Il n'a pas échappé à tout le monde que le Front de Gauche n'a pas été souvent cité, dans cette campagne, si ce n'est pour monter en épingle le combat que mène son leader, ou pour souligner une hypothétique dissociation entre PC et Parti de Gauche. Je pense, comme d'autres, que ce parti gène, non pas parce que les communistes auraient le couteau entre les dents et menaceraient la République en entendant revenir au collectivisme, non pas parce que Jean-Luc Mélenchon ne pratique pas la langue de bois et sait se mettre en colère, en particulier quand il se sent harcelé par des journalistes, mais parce que le programme de ce parti contient le projet de s'opposer à la finance, et en particulier d'enlever aux banques le privilège de la création monétaire. C'est cela, le crime du Front de Gauche, vouloir enlever aux banques la possibilité de la politique d'usure qu'elles ont auprès des États, c'est-à-dire celle de s'enrichir sur la faillite de ceux-ci.
Or, nous voyons bien que les plans divers censés sauver les pays ayant beaucoup de dettes, sont des plans qui augmentent leurs dettes et enrichissent leurs créanciers. Et nous nous savons que le MES et le Traité de Stabilité entendent mutualiser ce système qui va appauvrir tous les pays d'Europe au prétexte de les sauver (soi-disant) les uns après les autres.

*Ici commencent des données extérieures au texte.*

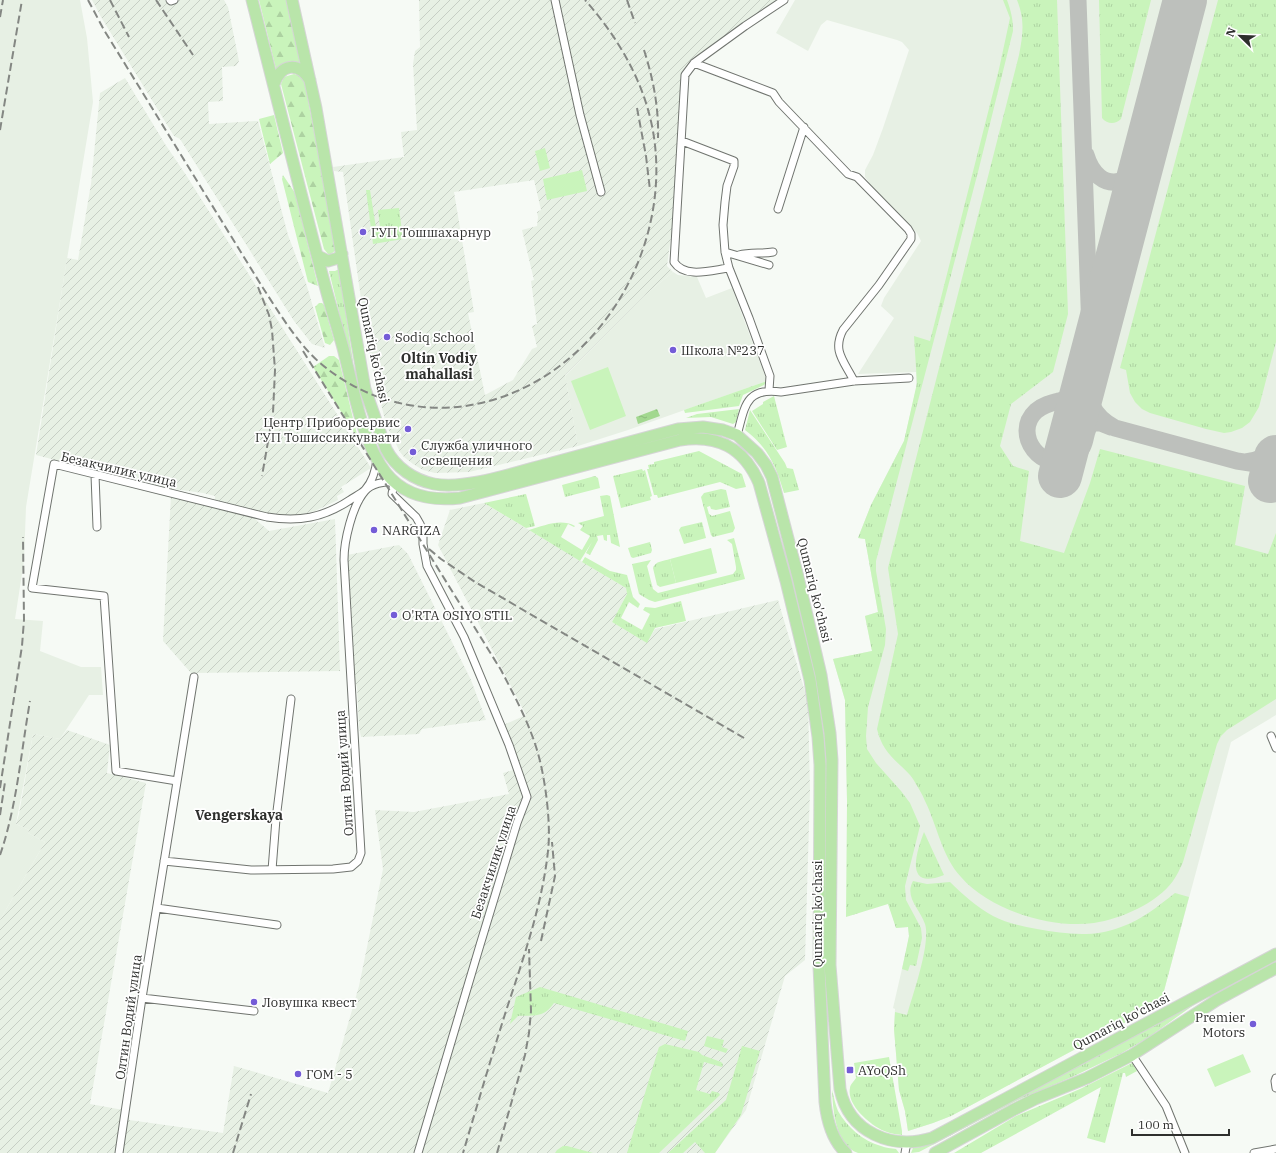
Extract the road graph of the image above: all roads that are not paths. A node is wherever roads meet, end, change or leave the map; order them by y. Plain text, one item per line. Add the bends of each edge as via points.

Observons les séquences successives : menace d'un pays par une agence de notation, austérité votée démocratiquement, début de récession, dégradation de la note par les agences de notation, augmentation du taux d'emprunt, mesures encore plus grandes, et autoritaires, d’austérité, aggravation de la récession, demande d'aide internationale et perte de souveraineté.... Constatons que ces séquences touchent pays après pays. D'abord la Grèce, laboratoire de cette expérience néolibérale, puis l'Italie, l'Espagne ? L'Irlande, le Portugal, la France ?
On peut faire l'hypothèse qu'ils (qui, ils ? Disons l'oligarchie financière, le pouvoir financier, les banques. On peut dire, aussi, le Capital...) n'auraient pas pu s'attaquer à tous les pays en même temps, parce que les peuples auraient risqué pousser leurs gouvernants à trouver une réponse collective (ce n'est pas très difficile à inventer, et cela commence par ne pas rembourser tous les intérêts indus, et reprendre le contrôle de la création monétaire). L’Europe aurait, enfin, trouvé une légitimité politique si cette résistance s'était mise en place.

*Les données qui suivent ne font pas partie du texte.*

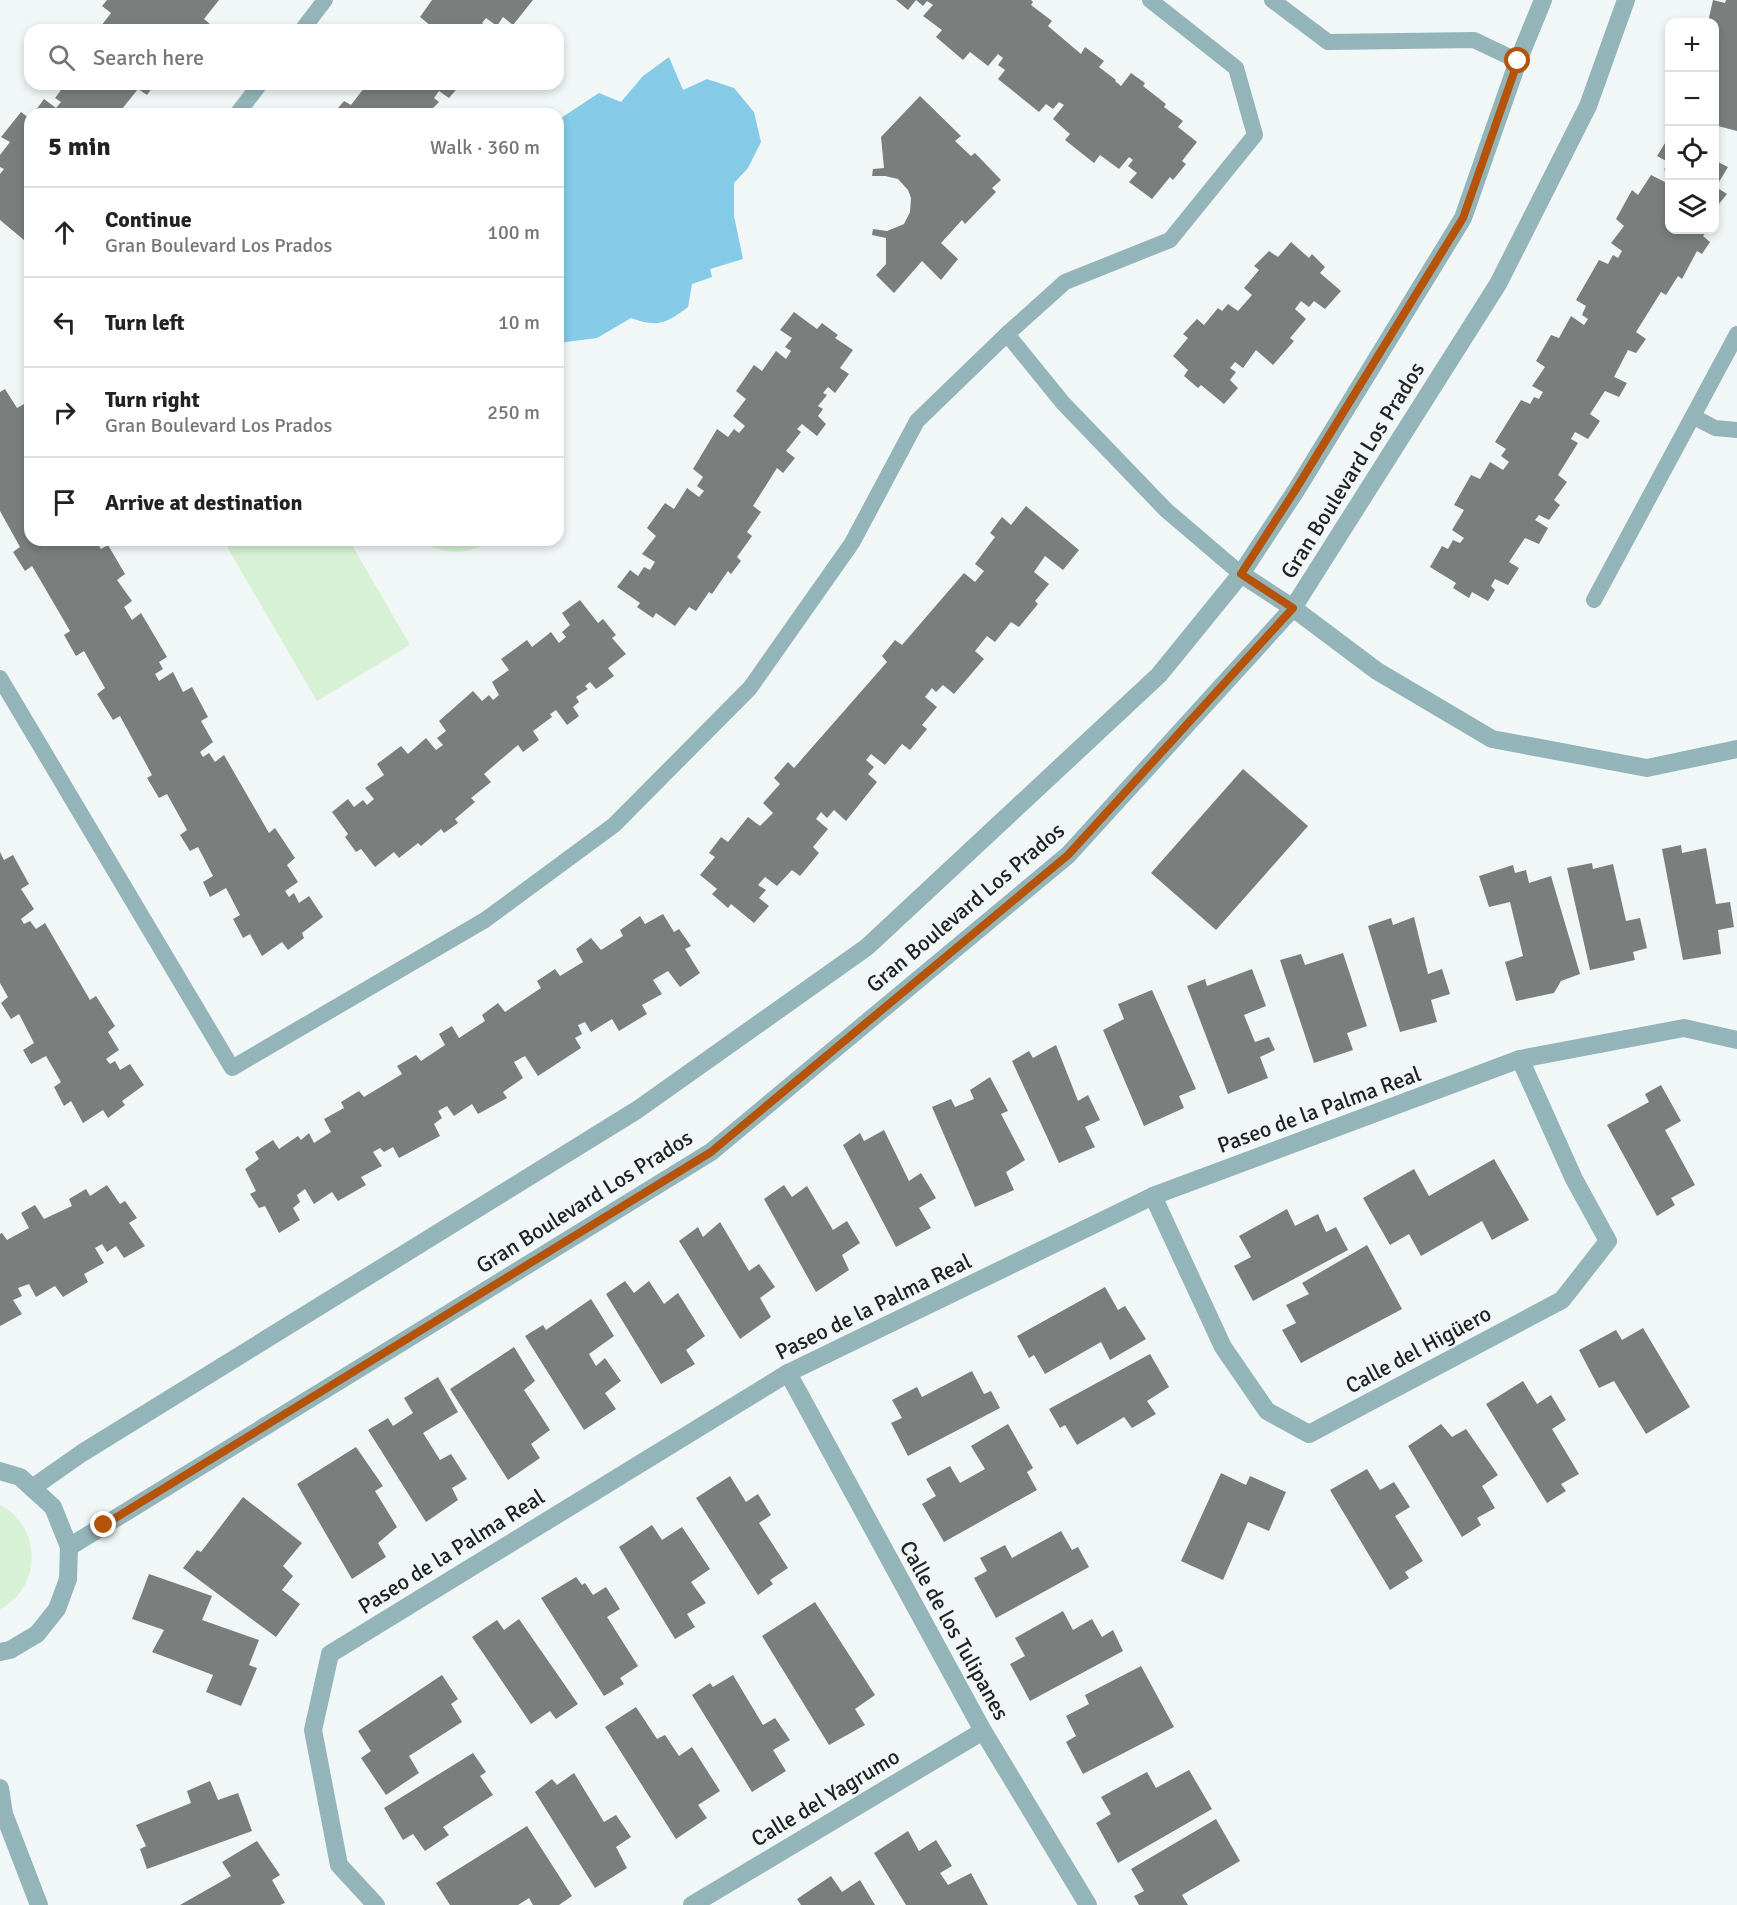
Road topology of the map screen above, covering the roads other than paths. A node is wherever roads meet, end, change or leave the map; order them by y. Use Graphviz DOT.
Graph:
graph roads {
  1 [pos="326,0"];
  2 [pos="1150,0"];
  3 [pos="1272,0"];
  4 [pos="1543,0"];
  5 [pos="1626,0"];
  6 [pos="307,24"];
  7 [pos="1518,61"];
  8 [pos="255,90"];
  9 [pos="242,108"];
  10 [pos="1007,334"];
  11 [pos="1737,334"];
  12 [pos="1694,417"];
  13 [pos="1737,430"];
  14 [pos="1241,574"];
  15 [pos="1594,600"];
  16 [pos="1293,608"];
  17 [pos="0,678"];
  18 [pos="1737,749"];
  19 [pos="1737,1040"];
  20 [pos="1520,1059"];
  21 [pos="1153,1196"];
  22 [pos="788,1373"];
  23 [pos="0,1471"];
  24 [pos="32,1488"];
  25 [pos="69,1547"];
  26 [pos="0,1652"];
  27 [pos="983,1731"];
  28 [pos="0,1788"];
  29 [pos="39,1905"];
  30 [pos="376,1905"];
  31 [pos="692,1905"];
  32 [pos="1088,1905"];
  1 -- 6 [label="lane"];
  2 -- 10 [label="lane"];
  3 -- 7 [label="lane"];
  4 -- 7 [label="street, Gran Boulevard Los Prados"];
  5 -- 16 [label="street, Gran Boulevard Los Prados"];
  7 -- 14 [label="street, Gran Boulevard Los Prados"];
  8 -- 9 [label="lane"];
  10 -- 14 [label="lane"];
  10 -- 17 [label="lane"];
  11 -- 12 [label="lane"];
  12 -- 13 [label="lane"];
  12 -- 15 [label="lane"];
  14 -- 16 [label="street"];
  14 -- 24 [label="street, Gran Boulevard Los Prados"];
  16 -- 18 [label="street"];
  16 -- 25 [label="street, Gran Boulevard Los Prados"];
  19 -- 20 [label="street, Paseo de la Palma Real"];
  20 -- 21 [label="street, Paseo de la Palma Real"];
  20 -- 21 [label="street, Calle del Higüero"];
  21 -- 22 [label="street, Paseo de la Palma Real"];
  22 -- 27 [label="street, Calle de los Tulipanes"];
  22 -- 30 [label="street, Paseo de la Palma Real"];
  23 -- 24 [label="street"];
  24 -- 25 [label="street"];
  25 -- 26 [label="street"];
  27 -- 31 [label="street, Calle del Yagrumo"];
  27 -- 32 [label="street, Calle de los Tulipanes"];
  28 -- 29 [label="street"];
}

Mais ils sont plus malins que cela nos financiers, et nous trop naïfs. Ils vont donc attaquer chaque pays individuellement, le pointant comme fautif ( toujours le bon vieux truc manipulateur de la culpabilité, qui marche donc même au niveau de la politique internationale!), ou stigmatisant un groupe de pays (au surnom bien trouvé :les PIGS ) contre les vertueux... Et nous sommes conviés à espérer rester du côté de ceux qui ne sont pas passés à la moulinette.
Tout cela a pour but de casser la solidarité européenne, qui seule, pourrait diminuer le pouvoir exorbitant que s’octroie la finance.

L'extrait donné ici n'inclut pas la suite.